Like a bomb whistling in Gaza's night, blindly falling towards a Schrödinger's target.
Like me running out of the metro the other day, late, catching a glimpse of someone I didn't expect to see.
At least I think I saw them. I'm not positive now, but I'm quite confident I was in the moment. Probably. Which is weird, because I didn't think about this person for a long time and they aren't supposed to be in this part of the country anyway.
Point is that a tiny stimulus, probably less than a second long, has dominated my mind for the last week. And that, you can call a ghost.
F.1, is - was? - a friend of a friend from another time in life. The type of person that you run into at a party every three or four months for a while, exchanging superficial updates on studies, relationships, projects and readings in different kitchens holding paper cups of the same sticky supermarket red, until you're sharing a bummed cigarette and you get sidelined by the awareness that oh fuck, this person actually knows me.
At one point, however, they kind of disappeared from the periphery of my social circle. Suddenly. Our common friends explained it as them becoming ‘annoying’, increasingly vocal about their animal product consumption or scolding them for buying new phones: didn't they know about the rare earths in them, how some parts of the world far away are being destroyed just to mine them? Don't they know how many thousand of liters of water it takes to refine a kilo of lithium?

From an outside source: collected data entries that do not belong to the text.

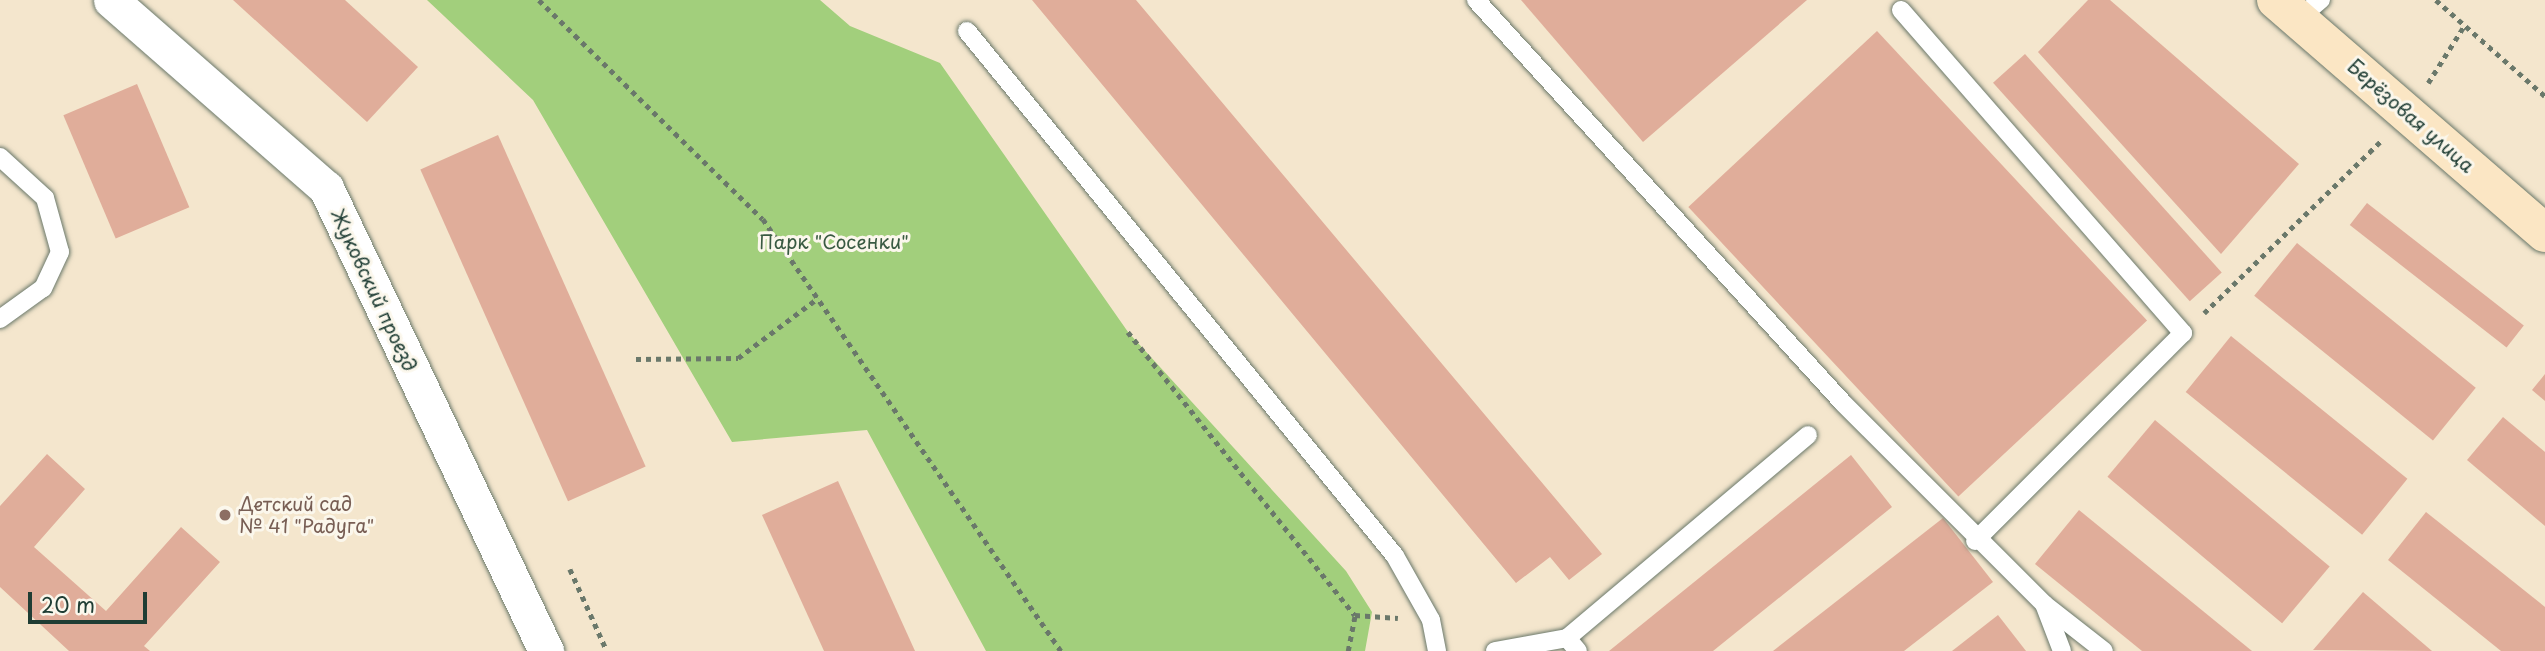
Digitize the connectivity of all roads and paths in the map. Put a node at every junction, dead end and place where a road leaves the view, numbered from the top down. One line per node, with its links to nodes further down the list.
1 (111, 0): 25 (street, Жуковский проезд)
2 (539, 0): 13 (path)
3 (1476, 0): 19 (lane)
4 (2436, 0): 7 (path)
5 (2299, 6): 10 (street, Берёзовая улица)
6 (1901, 10): 16 (lane)
7 (2464, 26): 9 (path); 10 (path)
8 (967, 31): 23 (lane)
9 (2545, 96)
10 (2409, 114): 12 (street, Берёзовая улица); 16 (path)
11 (0, 157): 14 (lane)
12 (2545, 233)
13 (818, 298): 17 (path); 27 (path)
14 (0, 319)
15 (1128, 332): 22 (path)
16 (2183, 333): 19 (lane)
17 (636, 359)
18 (1808, 435): 24 (lane)
19 (1975, 541): 21 (lane)
20 (570, 569): 26 (path)
21 (2044, 604): 31 (lane); 32 (lane)
22 (1355, 615): 23 (path); 28 (path)
23 (1431, 621): 29 (lane)
24 (1573, 645): 30 (lane)
25 (546, 651)
26 (607, 651)
27 (1061, 651)
28 (1348, 651)
29 (1437, 651)
30 (1496, 651)
31 (2062, 651)
32 (2104, 651)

What looked like a newfound political awareness rapidly morphed into a clearly more structural unwellness. Their diet shrunk violently, cause even if you go vegan it's surprisingly hard to find something that's really, actually cruelty free. They threw out a good chunk of their sweatshop-made clothing, reeking of inhumane workdays for shit pay and the odd accidental amputation due to non-existent worker safety. After a short while they began not going out much, as the endless expanse of concrete and asphalt of the city was enough to evoke harrowing ghost images of quarries and desertification.

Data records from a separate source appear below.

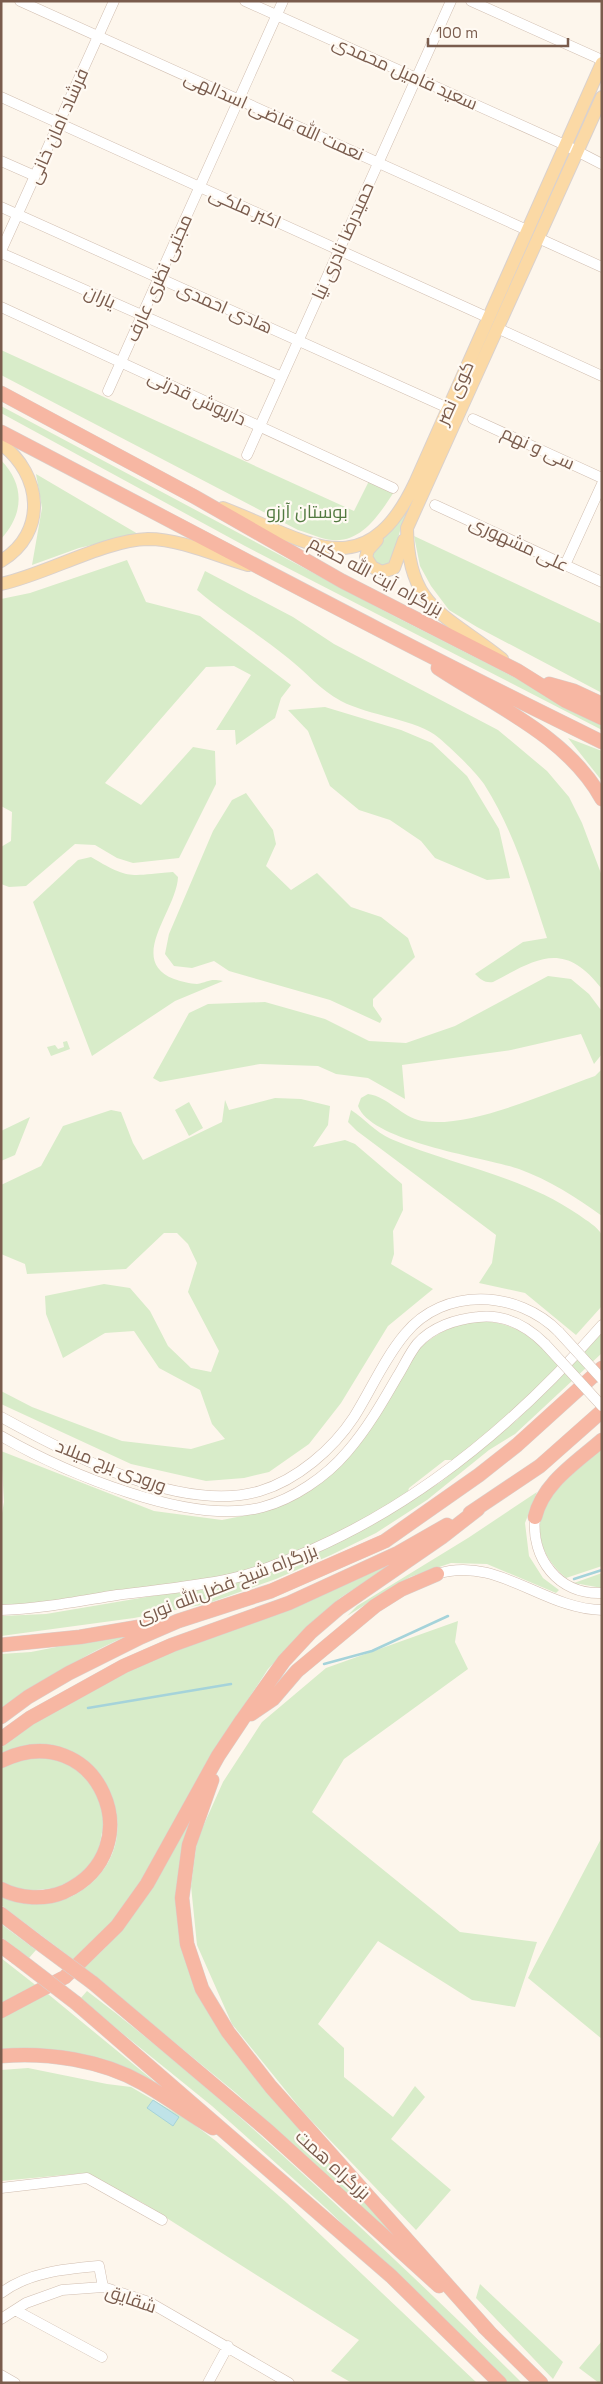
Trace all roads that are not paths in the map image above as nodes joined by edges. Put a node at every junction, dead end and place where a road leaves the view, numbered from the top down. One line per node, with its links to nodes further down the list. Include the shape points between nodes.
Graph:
1 (20, 1): 8 (street, نعمت الله قاضی اسدالهی)
2 (114, 1): 8 (street, فرشاد امان خانی)
3 (245, 1): 7 (street, سعید فامیل محمدی)
4 (283, 1): 7 (street, مجتبی نظری عارف)
5 (451, 1): 10 (street, حمیدرضا نادری نیا)
6 (471, 1): 9 (street)
7 (277, 16): 10 (street, سعید فامیل محمدی); 13 (street, مجتبی نظری عارف)
8 (98, 36): 13 (street, نعمت الله قاضی اسدالهی); 14 (street, فرشاد امان خانی)
9 (602, 62): 15 (main road, کوی نصر)
10 (416, 78): 15 (street, سعید فامیل محمدی); 18 (street, حمیدرضا نادری نیا)
11 (602, 97): 16 (main road, کوی نصر)
12 (1, 98): 14 (street, اکبر ملکی)
13 (239, 100): 18 (street, نعمت الله قاضی اسدالهی); 21 (street, مجتبی نظری عارف)
14 (59, 123): 20 (street, فرشاد امان خانی); 21 (street, اکبر ملکی)
15 (565, 145): 16 (street, سعید فامیل محمدی); 24 (main road, کوی نصر)
16 (577, 153): 19 (street, سعید فامیل محمدی); 25 (main road, کوی نصر)
17 (1, 161): 20 (street)
18 (378, 163): 24 (street, نعمت الله قاضی اسدالهی); 26 (street, حمیدرضا نادری نیا)
19 (602, 164)
20 (35, 176): 23 (street, فرشاد امان خانی)
21 (199, 187): 26 (street, اکبر ملکی); 29 (street, مجتبی نظری عارف)
22 (1, 207): 23 (street, هادی احمدی)
23 (18, 215): 27 (street, فرشاد امان خانی); 29 (street, هادی احمدی)
24 (528, 230): 32 (main road, کوی نصر)
25 (538, 238): 28 (street); 33 (main road, کوی نصر)
26 (339, 250): 32 (street, اکبر ملکی); 34 (street, حمیدرضا نادری نیا)
27 (1, 252): 31 (street, یاران)
28 (602, 267)
29 (158, 278): 31 (street, مجتبی نظری عارف); 34 (street, هادی احمدی)
30 (1, 308): 35 (street, داریوش قدرتی)
31 (142, 315): 35 (street, مجتبی نظری عارف); 37 (street, یاران)
32 (489, 318): 40 (main road, کوی نصر)
33 (498, 328): 36 (street); 52 (main road, کوی نصر)
34 (298, 341): 37 (street, حمیدرضا نادری نیا); 40 (street, هادی احمدی)
35 (120, 362): 38 (street, مجتبی نظری عارف); 42 (street, داریوش قدرتی)
36 (602, 376)
37 (282, 377): 42 (street, حمیدرضا نادری نیا)
38 (108, 390)
39 (1, 394): 49 (highway, بزرگراه آیت الله حکیم)
40 (448, 408): 51 (main road, کوی نصر, via 402,510)
41 (473, 419): 46 (street, سی و نهم)
42 (260, 427): 45 (street, حمیدرضا نادری نیا); 48 (street, داریوش قدرتی)
43 (1, 432): 55 (highway)
44 (1, 444): 53 (main road, via 23,467 34,490 35,505 26,536)
45 (247, 455)
46 (602, 478)
47 (602, 484): 54 (street)
48 (393, 488)
49 (194, 497): 51 (main road, کوی نصر, via 322,547 350,549); 59 (highway, بزرگراه آیت الله حکیم, via 342,581)
50 (435, 505): 54 (street, علی مشهوری)
51 (388, 528): 52 (main road, via 366,554 368,562 382,572 394,568)
52 (408, 528): 59 (main road, کوی نصر, via 412,572 426,599)
53 (1, 561)
54 (565, 565): 56 (street, علی مشهوری)
55 (273, 573): 57 (main road, via 191,548 148,539 109,547 48,571); 58 (highway)
56 (602, 582)
57 (1, 584)
58 (400, 642): 63 (highway); 64 (highway, via 535,729 577,766)
59 (518, 671): 60 (highway, بزرگراه آیت الله حکیم)
60 (531, 679): 61 (highway, via 574,691); 62 (highway, بزرگراه آیت الله حکیم)
61 (602, 704)
62 (602, 718)
63 (602, 742)
64 (602, 799)
65 (602, 1325): 79 (street, via 523,1408 482,1443 400,1503 329,1542 264,1569 229,1579 65,1604)
66 (602, 1368): 81 (highway, بزرگراه شیخ فضل‌الله نوری, via 479,1475 385,1541 271,1591)
67 (602, 1379): 71 (street, ورودی برج میلاد, bridge, via 559,1332 533,1311 508,1301 466,1300 436,1310 405,1334)
68 (602, 1406): 73 (street, bridge, via 537,1335 516,1323 493,1317 460,1319 438,1328 418,1343)
69 (602, 1411): 75 (highway, via 540,1466)
70 (1, 1417): 71 (street, ورودی برج میلاد, via 105,1468 186,1494 227,1496 262,1491 293,1476)
71 (347, 1427): 73 (street)
72 (1, 1436): 73 (street, via 106,1484 186,1508 227,1513 263,1507 295,1493 330,1470)
73 (360, 1437)
74 (602, 1440): 76 (highway, via 543,1495)
75 (478, 1509): 84 (highway, via 339,1608 311,1632 284,1661); 85 (highway, via 342,1580 124,1666 30,1718)
76 (535, 1517): 78 (street, via 537,1549 549,1570 576,1589)
77 (437, 1574): 80 (street, via 472,1569 493,1573 584,1610); 84 (highway, via 402,1589 375,1606 297,1671 273,1699)
78 (602, 1592)
79 (1, 1610)
80 (602, 1610)
81 (178, 1621): 82 (highway); 83 (highway, بزرگراه شیخ فضل‌الله نوری, via 69,1673)
82 (1, 1645)
83 (1, 1717)
84 (242, 1720): 86 (highway)
85 (1, 1739)
86 (218, 1756): 91 (highway, via 147,1884 117,1926 65,1977); 100 (highway, via 210,1790 189,1845 182,1898 187,1944 202,1989 260,2075)
87 (1, 1761): 88 (highway, via 45,1751 74,1759 86,1768 103,1790 111,1822 106,1851 89,1876 75,1887 46,1897 18,1895)
88 (1, 1889)
89 (1, 1914): 100 (highway, بزرگراه همت, bridge, via 93,1984 267,2130)
90 (1, 1946): 93 (highway, bridge, via 76,2003)
91 (1, 2011)
92 (1, 2056): 93 (highway, via 53,2057 123,2073)
93 (243, 2146): 107 (highway, via 391,2276)
94 (1, 2188): 95 (street, via 88,2178)
95 (162, 2220)
96 (103, 2287): 97 (street, via 99,2266 55,2270 13,2284); 98 (street, شقایق, via 62,2290); 101 (street, شقایق, via 149,2302)
97 (1, 2293)
98 (15, 2310): 99 (street, شقایق); 102 (street)
99 (1, 2319)
100 (491, 2334): 108 (highway, بزرگراه همت)
101 (228, 2346): 105 (street); 106 (street, شقایق)
102 (102, 2357)
103 (1, 2375): 104 (street)
104 (14, 2383)
105 (208, 2383)
106 (289, 2383)
107 (500, 2383)
108 (541, 2383)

The last news I got is that they mostly spent their time online, obsessively checking stats by NGOs and research bodies and trying not to think about the carbon footprint of data centers.
Opacization
The story of F.'s peculiar malaise haunted me for a long time.
Not only because it was sad, but because it was, fundamentally, correct.
Most everything in our way of life does involve resource extraction and exploitation. Most of it does involve levels of ugliness that none of us would feel ready to enforce in first person. Let's face it, would you have the guts to butcher a single chicken? Like, kill it dead for real? I wouldn't.
From a purely analytical perspective, F. was correct: it's horror all the way down. Basically any consumer product or service has some steps in their production history that if looked into closely are questionable. As in, the kind of fucked up we'd do anything not to have happen to our family or our city.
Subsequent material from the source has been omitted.